Last week I took one of my regular looks at Jenny Dean’s website Wild Colour. Jenny is an authority on natural dyes and author of several practical books on the subject. I respect her work and long experience and her website invariably includes something new and interesting. Her book Wild Colour was reprinted by Mitchell Beazley in 2010 with updates and revisions – and I wouldn’t be without it.
Jenny’s entry for January 8th 2013 was about a set of natural dye extracts in liquid form. They are called Aquarelle, they are from Botanical Colors and certified compliant with the Global Organic Textile Standard (GOTS). Jenny’s images show colours on wool yarn and silk fabric; some are mordanted and some are not. The colours look very good, especially on the wool, although the silk looks paler.
Twitter was then tweeted to see if any dyehards had experience of Aquarelle. Positive input arrived from several people including Jane Deane (no relation to Jenny and note the different spelling!) who tested the dyes last year. Jane probably told me all about them then, but I’m afraid I had forgotten.

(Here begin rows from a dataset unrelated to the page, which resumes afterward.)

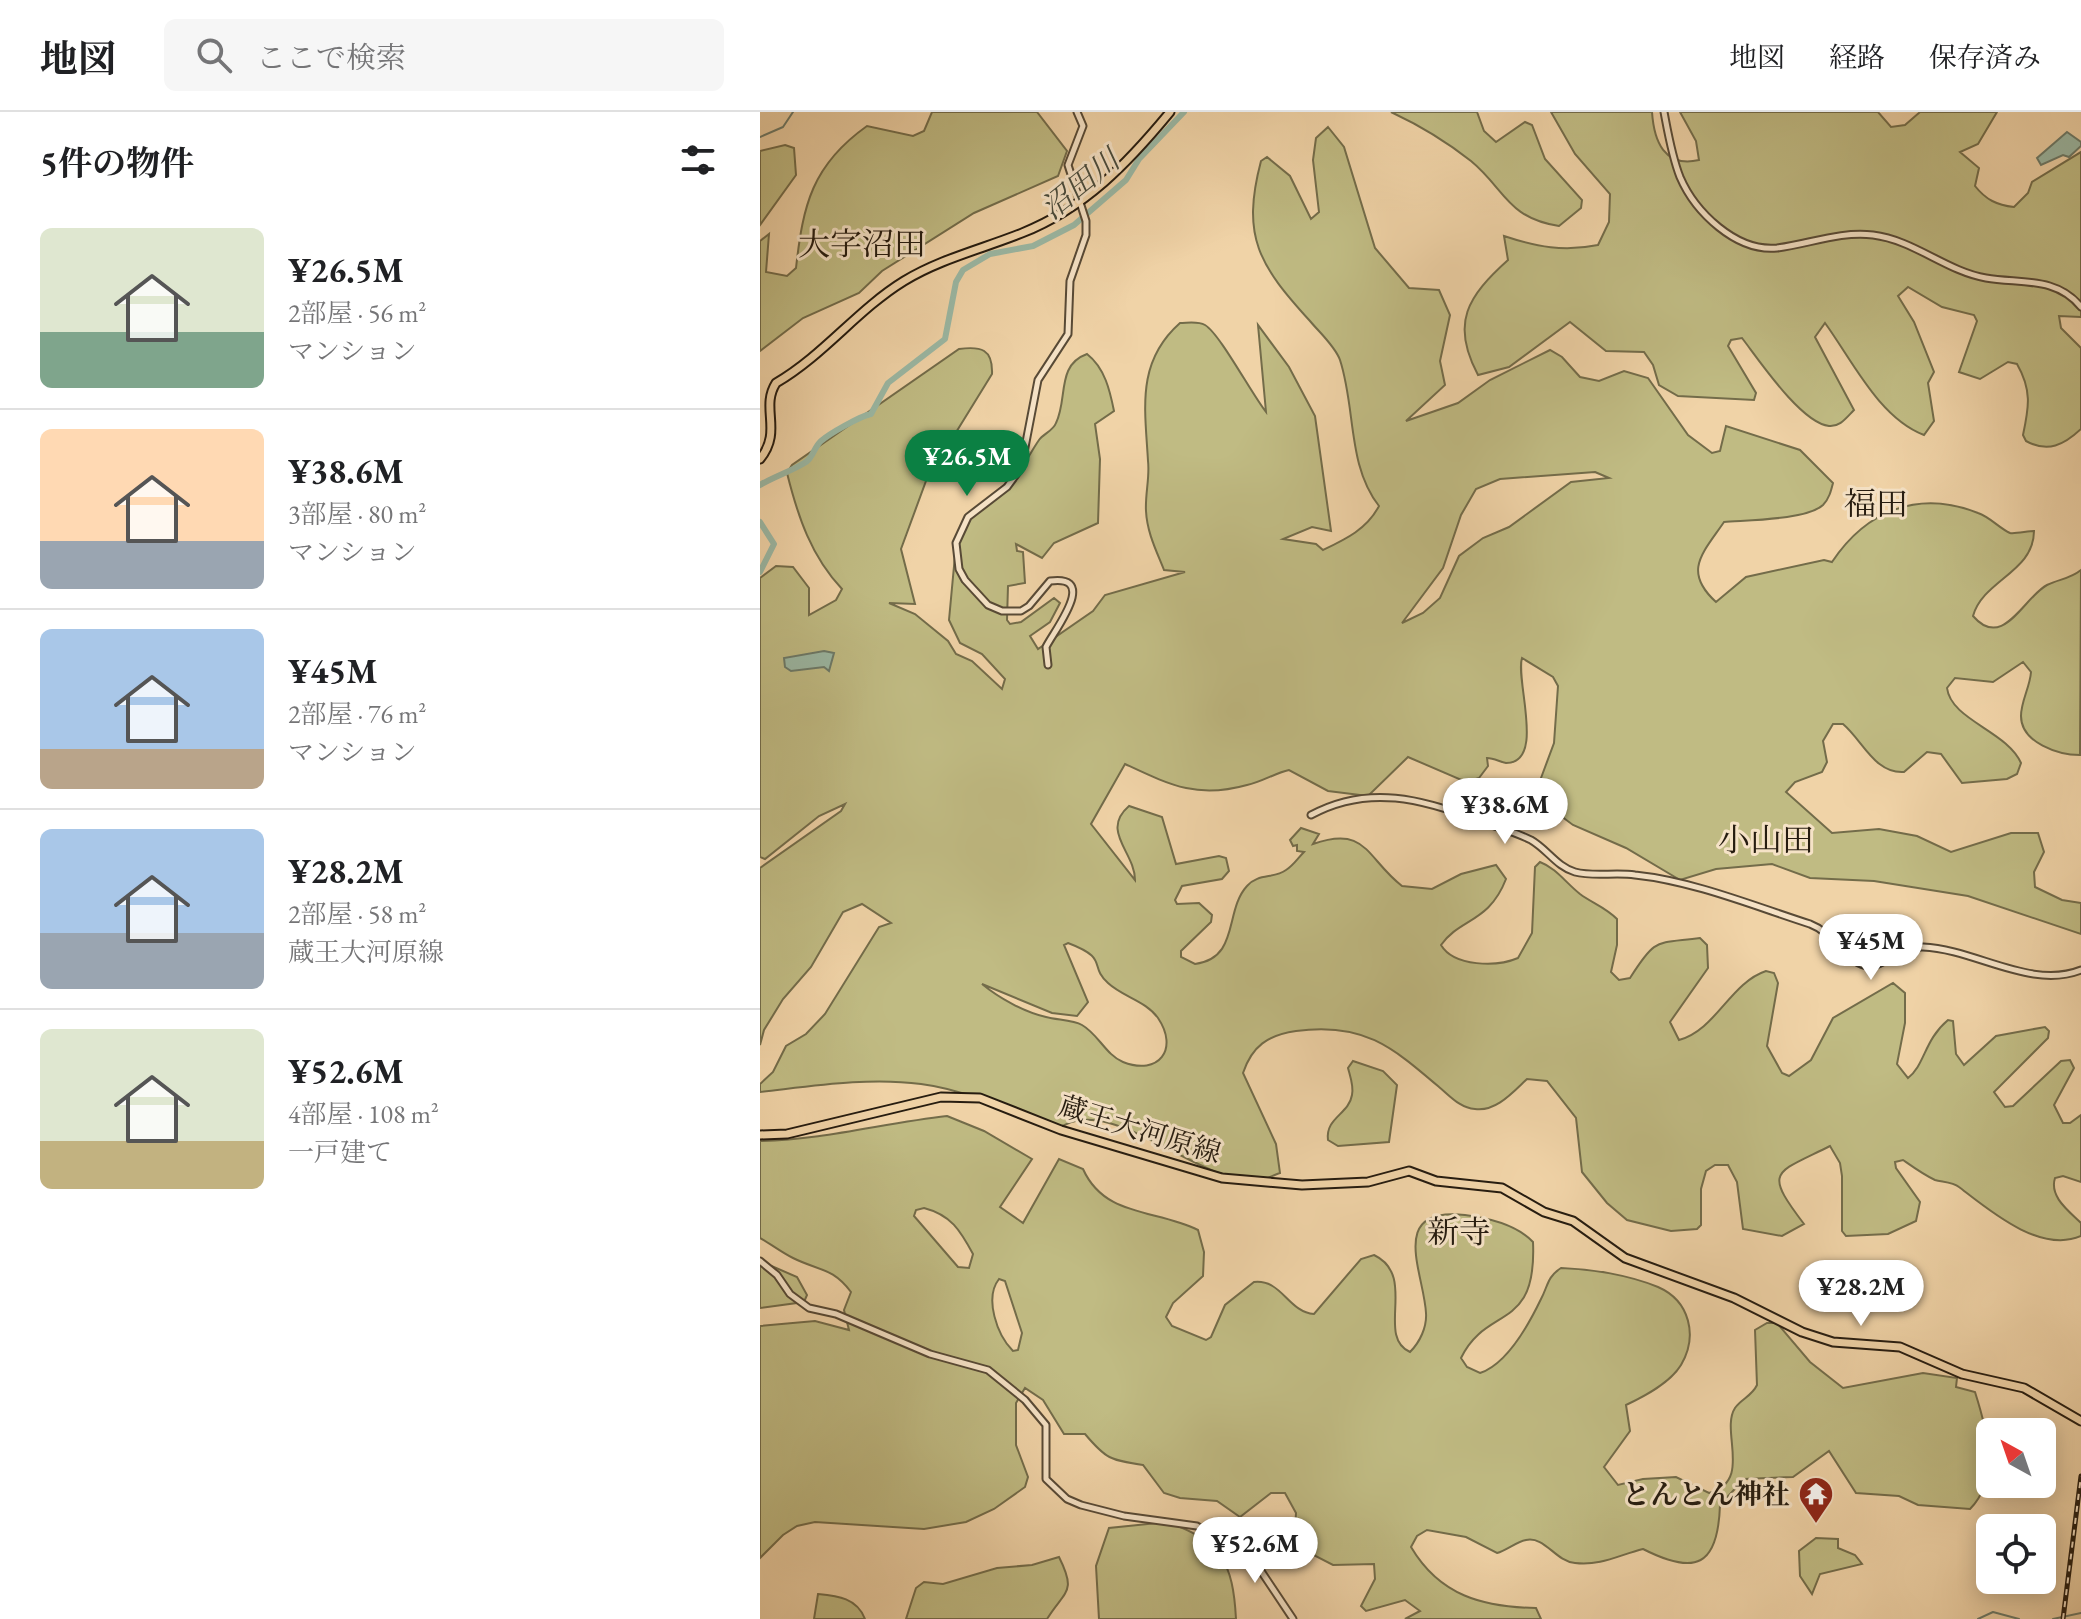 <!DOCTYPE html>
<html lang="ja">
<head>
<meta charset="utf-8">
<style>
	:root { --surface:#fff; --page:#f6f6f6; --text:#202124; --muted:#757577; --line:#e0e0e0; --accent:#0b8043 }
	body { margin:0; font-family:"EB Garamond","Noto Serif JP",serif; background:var(--page); color:var(--text); height:100vh; display:flex; flex-direction:column; font-size:30px; white-space:nowrap }
	* { box-sizing:border-box; margin:0 }
	p { font-size:26px; color:var(--muted) }
	.icon { flex:none; width:44px; height:44px; fill:none; stroke:currentColor; stroke-width:2; stroke-linecap:round; stroke-linejoin:round }
	.map { position:relative; flex:1; overflow:hidden }
	.details { display:flex; flex-direction:column; background:var(--surface); width:760px }
	.details>* { flex:none }
	.needle { width:52px; rotate:320deg }
	.controls { position:absolute; left:1216px; top:1306px; display:grid; gap:16px }
	.controls a { display:grid; place-items:center; width:80px; height:80px; border-radius:12px; background:var(--surface); box-shadow:0 4px 20px #0003; font-size:40px }
	.price { position:absolute; translate:-50% -68px; padding:0 18px; border-radius:28px; background:#fff; color:#222; font-size:26px; line-height:52px; filter:drop-shadow(0 2px 4px #0008) }
	.price::after { content:''; position:absolute; left:50%; top:48px; width:24px; height:18px; margin-left:-12px; background:inherit; clip-path:polygon(0 0,100% 0,50% 100%) }
	.price.current { background:var(--accent); color:#fff }
	ul { padding:0; list-style:none }
	li { display:flex; align-items:center; gap:24px; height:200px; padding:0 40px }
	li+li { border-top:2px solid var(--line) }
	li span { display:grid; place-items:center; flex:none; width:224px; height:160px; border-radius:12px; color:#555 }
	li>.icon { margin-inline-start:auto }
	span .icon { width:96px; height:96px; fill:#fffc; stroke-width:1 }
	li b { font-size:34px }
	h2 { display:flex; justify-content:space-between; align-items:center; height:96px; padding:0 40px; font-size:34px }
	header { display:flex; align-items:center; gap:48px; box-sizing:border-box; height:112px; padding:0 40px; background:var(--surface); border-bottom:2px solid var(--line) }
	header strong { font-size:38px }
	nav { display:flex; gap:44px; margin-inline-start:auto; font-size:28px }
	.search { width:560px; height:72px; background:var(--page); display:flex; align-items:center; gap:20px; box-sizing:border-box; padding:0 28px; border-radius:12px; color:var(--muted); font-size:30px }
	main { display:flex; flex:1; min-height:0 }
	.map>svg:first-child { display:block }
</style>
</head>
<body>
<header>
<strong>地図</strong>
<div class="search"><svg class="icon" aria-label="search" viewBox="0 0 24 24"><circle cx="10" cy="10" r="6"/><path d="M15 15l6 6"/></svg>ここで検索</div>
<nav><a>地図</a><a>経路</a><a>保存済み</a></nav>
</header>
<main>
<section class="details">
<h2>5件の物件<svg class="icon" aria-label="filters" viewBox="0 0 24 24"><path d="M4 7h16M4 17h16"/><circle cx="9" cy="7" r="2"/><circle cx="15" cy="17" r="2"/></svg></h2>
<ul>
<li><span style="background:linear-gradient(#dfe7d0 65%,#7fa58c 0)"><svg class="icon" aria-label="home" viewBox="0 0 24 24"><path d="M3 11l9-7 9 7M6 9v11h12V9"/></svg></span><div><b>¥26.5M</b><p>2部屋 · 56 m²</p><p>マンション</p></div></li>
<li><span style="background:linear-gradient(#ffd9b3 70%,#9aa5b1 0)"><svg class="icon" aria-label="home" viewBox="0 0 24 24"><path d="M3 11l9-7 9 7M6 9v11h12V9"/></svg></span><div><b>¥38.6M</b><p>3部屋 · 80 m²</p><p>マンション</p></div></li>
<li><span style="background:linear-gradient(#a9c7e8 75%,#b9a48a 0)"><svg class="icon" aria-label="home" viewBox="0 0 24 24"><path d="M3 11l9-7 9 7M6 9v11h12V9"/></svg></span><div><b>¥45M</b><p>2部屋 · 76 m²</p><p>マンション</p></div></li>
<li><span style="background:linear-gradient(#a9c7e8 65%,#9aa5b1 0)"><svg class="icon" aria-label="home" viewBox="0 0 24 24"><path d="M3 11l9-7 9 7M6 9v11h12V9"/></svg></span><div><b>¥28.2M</b><p>2部屋 · 58 m²</p><p>蔵王大河原線</p></div></li>
<li><span style="background:linear-gradient(#dfe7d0 70%,#c2b280 0)"><svg class="icon" aria-label="home" viewBox="0 0 24 24"><path d="M3 11l9-7 9 7M6 9v11h12V9"/></svg></span><div><b>¥52.6M</b><p>4部屋 · 108 m²</p><p>一戸建て</p></div></li>
</ul>
</section>
<div class="map">
<svg width="1321" height="1507" viewBox="0 0 1321 1507">
	<rect width="100%" height="100%" fill="#f0d3a7"/>
	<filter id="stains"><feTurbulence type="fractalNoise" baseFrequency=".0025" numOctaves="4"/><feColorMatrix values="0 0 0 0 .2 0 0 0 0 .09 0 0 0 0 .02 0 0 0 .5 -.17"/></filter>
	<radialGradient id="worn" r=".72"><stop offset=".6" stop-color="#630" stop-opacity="0"/><stop offset="1" stop-color="#630" stop-opacity=".3"/></radialGradient>
	<g fill="#c0bb83" stroke="#736c4a" stroke-width="2" fill-rule="evenodd">
		<path d="M172 0H277L307 39 298 64 214 101 122 159 99 181 43 206 0 239V129L9 122 6 160 27 164 36 156C43 93 52 53 107 14L153 24 164 19Z"/>
		<path d="M631 0H717L724 19 736 30 765 10 772 13 785 47 822 88 821 96 799 114C747 106 745 77 711 49 687 30 659 13 631 0Z"/>
		<path d="M791 0H892C894 29 904 56 939 48L936 29 920 0H1118L1131 15 1145 13 1160 0H1237L1218 32 1200 40 1219 56 1215 74C1226 88 1237 93 1254 95L1268 81 1272 70 1321 40V205L1299 204 1301 216 1321 236V317C1304 333 1288 341 1266 329L1263 323C1269 295 1272 278 1257 252L1248 250 1220 267 1199 260 1217 209 1214 203 1182 195 1148 175 1138 184 1154 210 1174 260 1168 271 1174 309 1164 323C1119 306 1092 248 1065 211L1055 225 1094 298C1086 306 1080 315 1069 314 1041 311 999 248 982 226L971 228 968 234 996 281 994 288 918 284 899 273 893 253 884 240 846 239 810 210 749 255 718 263C690 211 708 184 748 148L744 124C777 135 804 140 838 133L849 110 850 82 815 42Z"/>
		<path d="M568 15 584 35 615 136 649 176 679 178 690 203 680 249 685 273 646 309 698 291 730 268 790 238 802 245 820 265 839 269 864 259 888 266 928 323 952 341 960 339 966 314 1040 338 1073 371C1071 379 1069 387 1063 393 1047 408 986 408 964 410 943 441 922 459 956 490L986 465 1064 448 1072 450C1106 399 1158 377 1218 401 1230 405 1239 416 1250 421 1255 422 1268 419 1274 419 1274 460 1223 468 1213 504 1243 539 1264 485 1287 473 1299 467 1310 467 1321 458L1320 643C1299 643 1261 631 1261 604 1261 589 1270 575 1271 560L1263 550 1233 570 1195 566 1187 576C1191 608 1247 619 1261 651L1257 662 1247 667 1202 671 1181 642 1167 640 1144 660C1115 662 1103 629 1083 612H1073L1063 629 1067 650 1062 660 1035 670 1026 680 1072 721 1119 717 1157 724 1191 740 1251 721H1278L1284 740 1274 760 1275 775 1302 788 1321 791V822L1208 784 1114 769 1050 766 1012 752 956 757 920 768 866 736 813 713 793 698 783 680 781 666 794 631 798 574 793 565 762 546C755 568 786 651 746 651 740 650 734 646 727 646L728 654 719 666 706 670 648 645 608 684 568 679 529 658C515 661 502 670 487 673 437 687 410 673 365 652L331 712 375 768C375 740 340 719 369 694L402 705 416 752 459 744 466 746 469 759 462 767 422 774 415 788 417 792 439 791 452 803 451 810 421 839V845L435 852C480 846 464 799 487 774 498 761 514 767 526 758 533 754 538 746 544 740L537 739V733L533 734 530 728 541 716 559 722 553 732C607 713 606 746 642 774L672 777 701 762 736 753 746 767C729 811 700 806 681 833 694 855 737 855 758 846L772 821 775 755 780 750C796 756 806 771 820 782 832 791 845 795 857 807V833L851 860 859 868 870 866C896 825 895 832 940 826L947 833 948 856 910 910 919 928C956 918 970 871 1006 859L1014 861 1018 871 1007 934 1022 961 1029 964 1051 948 1073 906 1133 871 1145 881V911L1137 952 1148 966C1165 953 1164 928 1188 908L1193 909 1196 942 1204 953 1236 924 1285 915 1289 919 1288 926 1234 980 1245 995 1253 994 1301 949 1310 948 1314 956 1294 993 1303 1011H1310L1321 1003V1070L1303 1064 1295 1066C1289 1085 1309 1099 1321 1111V1124C1280 1142 1229 1098 1199 1075 1193 1070 1182 1070 1175 1068 1164 1063 1153 1055 1143 1048L1135 1050 1136 1056 1160 1090 1156 1109 1128 1122 1086 1124 1082 1119V1064L1080 1051 1070 1034C1014 1062 1003 1058 1044 1112L1022 1124 983 1117 977 1070 968 1053H955L946 1059 941 1077V1113L937 1117 911 1119 867 1108 847 1091 822 1060 816 1006 787 969 767 967C753 980 736 1000 715 997 700 996 690 984 679 975 631 934 603 910 536 919 508 923 492 934 483 961L516 1032 520 1061C513 1063 504 1069 497 1069 438 1072 346 977 297 1018 254 1001 208 978 161 972 108 965 53 974 0 980V972L13 960 26 934 46 922 65 902 119 815 131 811 102 792 83 800 51 855 23 887 4 918 0 933V756L81 699 85 692 59 704 5 747 0 745V466L16 454 33 455 49 476V503L76 488 82 477C51 444 38 405 27 361L32 353 199 237C221 234 233 237 232 262L166 369 141 437 155 492 129 491 155 502 188 529 196 542 212 549 242 577 245 567 222 542 200 531 189 508 197 422C209 398 235 384 254 364 265 353 270 341 279 328 283 322 293 319 296 311 308 287 296 253 327 242 345 256 350 279 354 299L335 312 340 347 338 411 294 431 282 446 256 432 257 439 263 440 265 471 248 474 247 508 250 512 261 510 294 486 300 491 290 510 270 524 278 537 333 499 345 483 425 460 404 458C396 438 387 420 386 399 385 382 390 365 388 349 385 296 376 250 420 211 428 211 438 209 445 213 460 222 491 281 506 300L498 213 529 255 555 304 571 419 552 415 523 427 556 432 563 438C586 427 607 417 619 394 587 353 596 297 580 248 575 234 559 220 550 209 499 153 481 125 501 49L507 45 530 64 551 107 559 100 553 48 556 26ZM835 360 849 366 811 370 749 415 723 426 699 444 680 486 663 501 642 511 683 456 701 403 716 377 740 367ZM308 831C350 847 328 853 348 871 363 885 386 889 398 906 419 937 399 964 363 950 346 943 338 922 322 913 313 908 297 908 286 905 264 900 239 886 222 872L292 901 317 904 328 890 304 833Z"/>
		<polygon points="25,33 34,36 36,63 0,113 0,39"/>
		<path d="M593 949 623 959 637 973 629 1030 578 1034 568 1028C565 1006 589 1002 592 983 594 974 590 964 588 956Z"/>
		<path d="M187 1004 224 1019 272 1047 240 1095 263 1111 299 1047 323 1057C345 1106 397 1097 438 1118L444 1140 443 1164 413 1191 406 1205 412 1214 446 1228 451 1225 465 1193 494 1170C522 1167 528 1200 554 1202L601 1147 614 1143C658 1164 615 1224 650 1240 660 1230 667 1215 666 1201 664 1161 627 1094 705 1103 729 1106 756 1112 773 1130 777 1221 727 1192 701 1246L707 1255 720 1261C747 1252 769 1212 781 1187 788 1174 787 1165 801 1156 832 1157 869 1163 898 1175 930 1189 938 1224 921 1253 910 1271 885 1284 866 1293L870 1319 844 1355 858 1373 883 1367 916 1365 949 1381C993 1369 960 1319 975 1296 981 1287 992 1284 997 1273L995 1218 1007 1211H1017L1050 1250 1083 1276 1163 1261 1197 1266 1196 1275 1215 1280C1227 1318 1241 1365 1210 1397L1158 1393 1139 1384 1096 1381 1069 1339 1033 1365 984 1367 960 1393C958 1454 936 1464 883 1437 859 1443 841 1454 815 1451 795 1449 785 1424 766 1428 756 1430 747 1438 737 1441L706 1425 667 1418 657 1424 651 1435C680 1484 723 1495 776 1496L781 1507H645L660 1499 645 1488 606 1499 601 1494 615 1467 614 1452 573 1453 534 1433 536 1401 525 1381H511L480 1405 457 1389 420 1386 404 1381 383 1353C350 1348 346 1347 325 1322H304L283 1288 265 1276 256 1291V1333L268 1365 265 1375 234 1397 206 1410 164 1417 55 1410 37 1414 23 1423 0 1446V1214L55 1209 89 1218 84 1198 91 1180C72 1155 59 1159 33 1146 21 1140 11 1132 0 1126V1029C64 1028 124 1011 187 1004ZM164 1096C191 1103 200 1118 213 1142L209 1156 198 1155 154 1104 156 1098ZM239 1167 245 1169 262 1221 258 1238 253 1239C237 1223 224 1186 239 1167Z"/>
		<polygon points="0,1149 37,1165 47,1183 44,1190 0,1196"/>
		<path d="M407 1410C461 1429 473 1450 476 1507H339L336 1454 349 1416Z"/>
		<polygon points="1056,1426 1078,1427 1078,1436 1095,1443 1102,1452 1060,1462 1052,1482 1040,1464 1039,1439"/>
		<path d="M299 1445C317 1481 305 1478 287 1507H146L156 1476 164 1470 183 1472 237 1456 272 1453Z"/>
		<path d="M58 1482C78 1484 97 1486 105 1507H54Z"/>
	</g>
	<g fill="#9bb8a4" stroke="#6c7a69" stroke-width="2">
		<polygon points="1307,20 1321,30 1321,34 1309,45 1303,43 1281,53 1277,46"/>
		<polygon points="64,539 74,541 69,559 64,555 31,559 25,555 24,546"/>
	</g>
	<g fill="none" stroke-linecap="round" stroke-linejoin="round">
		<g stroke="#6c7a69" stroke-width="2">
			<polyline points="0,25 23,15 33,0"/>
			<polyline points="1218,1507 1233,1500 1259,1507"/>
			<polyline points="1293,1507 1321,1501"/>
		</g>
		<g stroke="#9bb8a4" stroke-width="6">
			<path d="M0 373C15 364 32 359 46 350 54 344 54 335 61 329 69 322 100 304 111 302L128 271 185 227 196 170 203 158 230 142 273 134 314 113 366 68 379 47 424 0"/>
			<polyline points="0,410 14,432 0,460"/>
		</g>
		<defs>
			<g id="minor">
				<path d="M904 0C908 21 912 45 920 65 935 100 976 140 1017 136 1049 132 1080 119 1113 123 1154 128 1186 159 1226 166 1260 172 1296 164 1321 195"/>
				<path d="M288 553 286 535C293 520 340 462 290 469L269 494 261 499H242L228 493 205 468 199 457 196 431 208 405 247 375 261 356 278 268 308 222 310 169 326 123V109L308 53 323 14 317 0"/>
				<path d="M551 703C608 672 663 687 720 709 737 715 755 720 771 728 787 737 797 755 815 760 834 765 855 760 875 763 933 769 994 794 1050 812 1074 821 1082 848 1107 854 1120 857 1142 834 1163 835 1215 837 1271 878 1321 858"/>
				<polyline points="0,1149 17,1163 30,1182 49,1196 76,1202 170,1242 228,1258 265,1288 286,1313 286,1367 307,1387 321,1393 364,1404 437,1414 497,1453 533,1507"/>
			</g>
			<g id="major">
				<path d="M0 347C23 319 0 296 16 271 64 243 97 198 144 169 180 147 222 137 262 121 325 96 368 51 410 0"/>
				<polyline points="0,1023 27,1022 181,985 220,986 301,1018 462,1066 542,1073 608,1070 649,1059 676,1069 742,1076 784,1100 813,1109 865,1146 974,1186 1042,1220 1073,1230 1140,1235 1202,1262 1264,1276 1321,1309"/>
			</g>
		</defs>
		<use href="#minor" stroke="#584a36" stroke-width="9"/>
		<use href="#major" stroke="#261c10" stroke-width="11"/>
		<use href="#minor" stroke="#f5e2c6" stroke-width="5"/>
		<use href="#major" stroke="#f0d3a7" stroke-width="7"/>
		<defs>
			<polyline id="rail" points="1303,1507 1321,1364"/>
		</defs>
		<use href="#rail" stroke="#261c10" stroke-width="5"/>
		<use href="#rail" stroke="#f5e2c6" stroke-width="2" stroke-dasharray="6" stroke-linecap="butt"/>
	</g>
	<defs>
		<symbol id="temple-pin" viewBox="-11 -11 22 30"><path d="M0 17L-7.5 6A9.5 9.5 0 1 1 7.5 6Z" fill="#8f2418" stroke="#f5e2c6"/><path d="M0-6L5-2H3V0L6.5 2.5H4V6H1.5V3h-3V6H-4V2.5H-6.5L-3 0V-2H-5Z" fill="#fff"/></symbol>
	</defs>
	<g fill-rule="evenodd">
		<use href="#temple-pin" x="1036" y="1362" width="40" height="54"/>
	</g>
	<g text-anchor="middle" dominant-baseline="central" stroke-width="6" stroke-linejoin="round" paint-order="stroke">
		<g font-size="28" fill="#261c10" stroke="#f5e2c6">
			<text transform="translate(380 1017) rotate(17)">蔵王大河原線</text>
		</g>
		<g font-size="28" font-weight="bold" fill="#261c10" stroke="#f5e2c6" text-anchor="end">
			<text x="1030" y="1382">とんとん神社</text>
		</g>
		<g font-size="30" font-style="italic" fill="#494b3c" stroke="#f5e2c6">
			<text transform="translate(320 72) rotate(-39)">沼田川</text>
		</g>
		<g font-size="32" fill="#261c10" stroke="#f5e2c6">
			<text x="102" y="132">大字沼田</text>
			<text x="1116" y="392">福田</text>
			<text x="1006" y="728">小山田</text>
			<text x="699" y="1120">新寺</text>
		</g>
	</g>
	<rect width="100%" height="100%" filter="url(#stains)"/>
	<rect width="100%" height="100%" fill="url(#worn)"/>
</svg>
<div class="controls">
<a><svg class="needle" viewBox="-14 -14 28 28"><path d="M0-13l5 13h-10z" fill="#e53935"/><path d="M0 13l5-13h-10z" fill="#757577"/></svg></a>
<a><svg class="icon" aria-label="locate" viewBox="0 0 24 24"><circle cx="12" cy="12" r="6"/><path d="M12 2v4M12 18v4M2 12h4M18 12h4"/></svg></a>
</div>
<b class="price current" style="left:207px;top:386px">¥26.5M</b>
<b class="price" style="left:745px;top:734px">¥38.6M</b>
<b class="price" style="left:1111px;top:870px">¥45M</b>
<b class="price" style="left:1101px;top:1216px">¥28.2M</b>
<b class="price" style="left:495px;top:1473px">¥52.6M</b>
</div>
</main>
</body>
</html>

I have used raw dyestuffs or powder extracts, but never a liquid extract which might suit my work better so I ordered a set of dyes which arrived yesterday. There is only one stockist in the UK, as far as I know, and that is D.T Crafts who import the dyes from the States. Unfortunately I just don’t have the time to try them out at the moment, so I took a photo instead.
A satisfying way of combining natural dyes with wax resist continues to be a challenge for me. I am at my most confident when designs originate in a drawing or sketchbook study and gradually evolve into an image, a texture or an arrangement of shapes, defined by wax as a resist. The original drawing drives me onwards through several incarnations of an idea, although I occasionally fizzle out, exhausted or bored when something doesn’t merit further exploration. Synthetic dyes are my medium for this type of work; they are painted on in layers alternating with the wax, and then steamed. They go where they are put, they stay there, the overdyes are predictable and they don’t change colour. It’s not at all like that with natural dyes, which, of course, is part of their allure.
Natural dyes normally require heat, and heat melts the wax, so there is an instant difficulty with the natural dye / wax technique. Each separate dye requires individual handling and the colour may not turn out the same as the last time you used it. One dye can affect another, unexpectedly altering a colour or tone and overdyes aren’t always predictable. The timing of the indigo layer is crucial, as is mordanting. I have achieved a few pieces that I am happy with and these can be seen in the gallery section, and above. The central piece suffered from too much alkali in the indigo vat and the silk went harsh. That’s yet another problem with the technique.
I will certainly be posting on the results of work with Aquarelle when I have time to try them out.
February 1, 2013 at 12:47 pm
Have you tried Michel Garcia’s suggestion for protecting fibres in a very alkaline vat? He adds a small amount (I will check!) of gelatine to the vat and it somehow gives the fibres protection without impeding the take-up of the indigo! Magic!
February 1, 2013 at 12:51 pm
No, I hadn’t tried this. Have you? I am more used to using silk than wool, and when using wool try to avoid too many dips in the vat assuming wool will take a dim view of it.
February 1, 2013 at 2:15 pm
Thanks for sharing your experiments, Isabella. I have used powdered dyes on silk to interesting effect but the liquids do offer new directions! I look forward to reading more on your blog
February 2, 2013 at 9:56 am
Thanks wendyfe – I will also try thickening them with Manutex or similar to see if they will print. That might be useful to you too.